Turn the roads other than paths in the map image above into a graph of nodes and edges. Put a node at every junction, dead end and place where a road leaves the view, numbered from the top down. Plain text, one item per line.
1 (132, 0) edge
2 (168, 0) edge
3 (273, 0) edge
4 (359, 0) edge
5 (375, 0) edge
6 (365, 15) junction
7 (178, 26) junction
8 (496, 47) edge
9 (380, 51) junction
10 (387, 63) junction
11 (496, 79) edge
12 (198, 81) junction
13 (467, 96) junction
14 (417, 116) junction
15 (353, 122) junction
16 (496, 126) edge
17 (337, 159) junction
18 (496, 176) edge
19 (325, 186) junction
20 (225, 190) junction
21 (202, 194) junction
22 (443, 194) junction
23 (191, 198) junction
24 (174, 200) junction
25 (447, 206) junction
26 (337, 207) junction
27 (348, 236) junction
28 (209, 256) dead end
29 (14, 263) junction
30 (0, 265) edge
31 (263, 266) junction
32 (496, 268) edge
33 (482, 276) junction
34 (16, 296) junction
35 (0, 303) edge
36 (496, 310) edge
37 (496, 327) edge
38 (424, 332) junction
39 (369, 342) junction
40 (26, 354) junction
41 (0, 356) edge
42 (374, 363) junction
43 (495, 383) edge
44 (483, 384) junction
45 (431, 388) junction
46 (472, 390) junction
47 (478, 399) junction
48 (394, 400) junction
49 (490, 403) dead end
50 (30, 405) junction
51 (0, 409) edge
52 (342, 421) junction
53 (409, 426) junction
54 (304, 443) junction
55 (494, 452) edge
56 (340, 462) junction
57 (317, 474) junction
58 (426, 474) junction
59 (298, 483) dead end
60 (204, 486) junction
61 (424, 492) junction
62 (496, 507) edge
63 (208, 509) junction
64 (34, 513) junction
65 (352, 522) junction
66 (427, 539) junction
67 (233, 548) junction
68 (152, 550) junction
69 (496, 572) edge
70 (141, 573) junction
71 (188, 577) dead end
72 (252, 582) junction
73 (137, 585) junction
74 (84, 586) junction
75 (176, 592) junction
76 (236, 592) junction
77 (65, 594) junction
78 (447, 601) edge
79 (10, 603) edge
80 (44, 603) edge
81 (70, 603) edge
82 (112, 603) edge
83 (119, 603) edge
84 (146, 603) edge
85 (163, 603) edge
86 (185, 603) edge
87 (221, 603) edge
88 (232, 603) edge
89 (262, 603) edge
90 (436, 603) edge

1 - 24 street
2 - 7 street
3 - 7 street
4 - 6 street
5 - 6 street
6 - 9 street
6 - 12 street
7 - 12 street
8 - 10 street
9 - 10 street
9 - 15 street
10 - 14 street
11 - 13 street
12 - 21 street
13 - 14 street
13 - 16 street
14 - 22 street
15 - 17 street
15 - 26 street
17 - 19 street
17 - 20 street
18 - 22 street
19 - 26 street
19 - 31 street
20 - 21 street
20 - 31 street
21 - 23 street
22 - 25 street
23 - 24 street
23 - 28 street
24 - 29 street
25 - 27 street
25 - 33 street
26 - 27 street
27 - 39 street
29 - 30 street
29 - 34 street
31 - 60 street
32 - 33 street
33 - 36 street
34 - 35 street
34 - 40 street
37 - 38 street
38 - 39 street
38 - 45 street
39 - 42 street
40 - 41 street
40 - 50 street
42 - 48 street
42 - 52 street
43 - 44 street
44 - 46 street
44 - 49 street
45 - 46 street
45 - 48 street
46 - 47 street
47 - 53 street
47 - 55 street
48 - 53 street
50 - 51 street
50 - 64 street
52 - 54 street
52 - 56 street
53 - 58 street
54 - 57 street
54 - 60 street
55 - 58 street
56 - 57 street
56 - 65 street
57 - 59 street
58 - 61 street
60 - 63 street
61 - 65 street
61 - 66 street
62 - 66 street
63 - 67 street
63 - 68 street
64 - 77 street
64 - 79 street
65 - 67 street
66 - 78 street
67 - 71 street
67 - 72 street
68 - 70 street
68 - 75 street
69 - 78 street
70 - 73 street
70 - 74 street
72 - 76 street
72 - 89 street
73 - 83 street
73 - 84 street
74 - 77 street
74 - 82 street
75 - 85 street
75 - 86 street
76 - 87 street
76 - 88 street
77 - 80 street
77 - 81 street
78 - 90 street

+++

Search the records for lines holding the word "dead", then copy each line you find.

Turn the roads other than paths in the map image above into a graph of nodes and edges. Put a node at every junction, dead end and place where a road leaves the view, numbered from the top down. Plain text, one item per line.
28 (209, 256) dead end
49 (490, 403) dead end
59 (298, 483) dead end
71 (188, 577) dead end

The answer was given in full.